Heureusement, pour clore l’interview, le frétillant pisse-copie lâche un peu la bride à notre sociologue, toujours aussi « proche du PS« , en le lançant sur un peu de prospective 2012. Viard ne se fait pas prier et nous sort, d’un coup, un gloubiboulga un peu bizarre contenant de la révolution, mais pas trop, du keynésianisme, mais avec deux cubes de glace critique, une mondialisation un peu géniale et un peu terrifiante et l’idée d’augmenter les salaires à l’échelle planétaire, pudiquement qualifiée d’ « un peu compliquée ».

La fin ponctue agréablement cette tourte aux fruits, légumes et petits morceaux de plastique, recette qu’on supposera sans mal typique de la « pensée foutraque » et qui permet de déguster en une seule bouchée sa dose journalière de mangibougisme tout en se déchirant un peu le palais : l’interviewé nous explique tout d’un trait qu’il n’est pas trop pour les révolutions, qu’elles sont toujours des échecs, mais qu’elles sont parfois légitimes, que les gens aiment vivre confortablement (ah ? voilà qui surprend !) et qu’à n’en pas douter, 1.8 millions de gogos d’indignés qui lisent dans l’Hessel, c’est de la bombe, man, c’est de la bombe.
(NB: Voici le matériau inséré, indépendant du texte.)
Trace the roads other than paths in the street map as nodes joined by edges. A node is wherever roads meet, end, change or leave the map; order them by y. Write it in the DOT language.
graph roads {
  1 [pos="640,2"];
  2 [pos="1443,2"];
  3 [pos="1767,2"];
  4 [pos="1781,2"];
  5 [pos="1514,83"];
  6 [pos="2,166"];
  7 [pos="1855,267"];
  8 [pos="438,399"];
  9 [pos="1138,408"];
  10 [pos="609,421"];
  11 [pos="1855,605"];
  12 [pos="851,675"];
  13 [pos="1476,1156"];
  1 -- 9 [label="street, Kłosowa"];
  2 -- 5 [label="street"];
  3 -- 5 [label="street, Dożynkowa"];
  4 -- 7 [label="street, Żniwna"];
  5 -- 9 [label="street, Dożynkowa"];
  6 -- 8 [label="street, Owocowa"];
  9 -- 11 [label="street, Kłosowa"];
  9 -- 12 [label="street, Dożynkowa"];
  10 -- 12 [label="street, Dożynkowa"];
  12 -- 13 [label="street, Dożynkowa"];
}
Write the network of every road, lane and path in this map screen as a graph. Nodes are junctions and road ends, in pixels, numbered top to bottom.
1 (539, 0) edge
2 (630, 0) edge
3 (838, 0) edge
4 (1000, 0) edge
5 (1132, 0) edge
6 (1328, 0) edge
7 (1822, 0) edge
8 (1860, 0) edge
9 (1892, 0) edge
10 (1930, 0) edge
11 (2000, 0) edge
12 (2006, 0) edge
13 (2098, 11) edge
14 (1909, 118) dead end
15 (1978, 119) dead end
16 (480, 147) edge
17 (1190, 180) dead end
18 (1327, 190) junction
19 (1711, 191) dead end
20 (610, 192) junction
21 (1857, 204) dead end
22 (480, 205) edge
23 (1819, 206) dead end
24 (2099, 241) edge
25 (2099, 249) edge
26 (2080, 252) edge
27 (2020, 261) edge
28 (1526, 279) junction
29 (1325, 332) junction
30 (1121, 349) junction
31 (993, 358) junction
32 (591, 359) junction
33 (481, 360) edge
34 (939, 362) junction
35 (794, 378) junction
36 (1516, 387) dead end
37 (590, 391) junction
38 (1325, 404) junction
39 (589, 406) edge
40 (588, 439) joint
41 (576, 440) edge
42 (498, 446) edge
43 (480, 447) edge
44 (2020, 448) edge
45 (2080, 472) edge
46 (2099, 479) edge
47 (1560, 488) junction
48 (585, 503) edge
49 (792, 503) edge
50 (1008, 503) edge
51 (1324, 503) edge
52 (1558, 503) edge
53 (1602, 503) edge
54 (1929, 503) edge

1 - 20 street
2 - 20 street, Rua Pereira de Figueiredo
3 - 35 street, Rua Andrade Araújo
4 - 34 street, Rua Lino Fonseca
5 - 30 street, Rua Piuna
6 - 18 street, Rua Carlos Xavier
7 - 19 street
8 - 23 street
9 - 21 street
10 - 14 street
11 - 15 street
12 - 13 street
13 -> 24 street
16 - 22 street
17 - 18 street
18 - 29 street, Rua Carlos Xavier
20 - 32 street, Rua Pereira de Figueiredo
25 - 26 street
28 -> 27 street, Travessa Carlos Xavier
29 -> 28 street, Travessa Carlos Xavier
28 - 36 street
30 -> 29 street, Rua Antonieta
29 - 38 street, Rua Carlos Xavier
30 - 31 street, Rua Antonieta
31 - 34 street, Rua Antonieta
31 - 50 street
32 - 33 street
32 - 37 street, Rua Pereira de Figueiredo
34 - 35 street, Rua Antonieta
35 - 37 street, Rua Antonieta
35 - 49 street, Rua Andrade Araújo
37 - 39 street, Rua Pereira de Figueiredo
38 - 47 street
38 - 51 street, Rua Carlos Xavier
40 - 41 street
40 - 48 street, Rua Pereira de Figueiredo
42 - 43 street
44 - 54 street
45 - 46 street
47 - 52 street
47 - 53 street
Et l’interview s’arrête ici. Chplof. Comme ça.

Et je suis mitigé : finalement, le Viard, il m’a l’air sympathique avec son regard de cocker triste, et lorsqu’il se cantonne à délivrer quelques chiffres et données sociologiques, il semble les pieds sur terre. Mais voilà : ces aspects aimables n’occultent pas tout à fait les vieux relents socialistes et l’absence edgarmorinesque de discipline dans le raisonnement, indigence franchement accrue par les effort surhumains du journaliste pour faire partir l’entretien dans absolument toutes les directions, avec succès.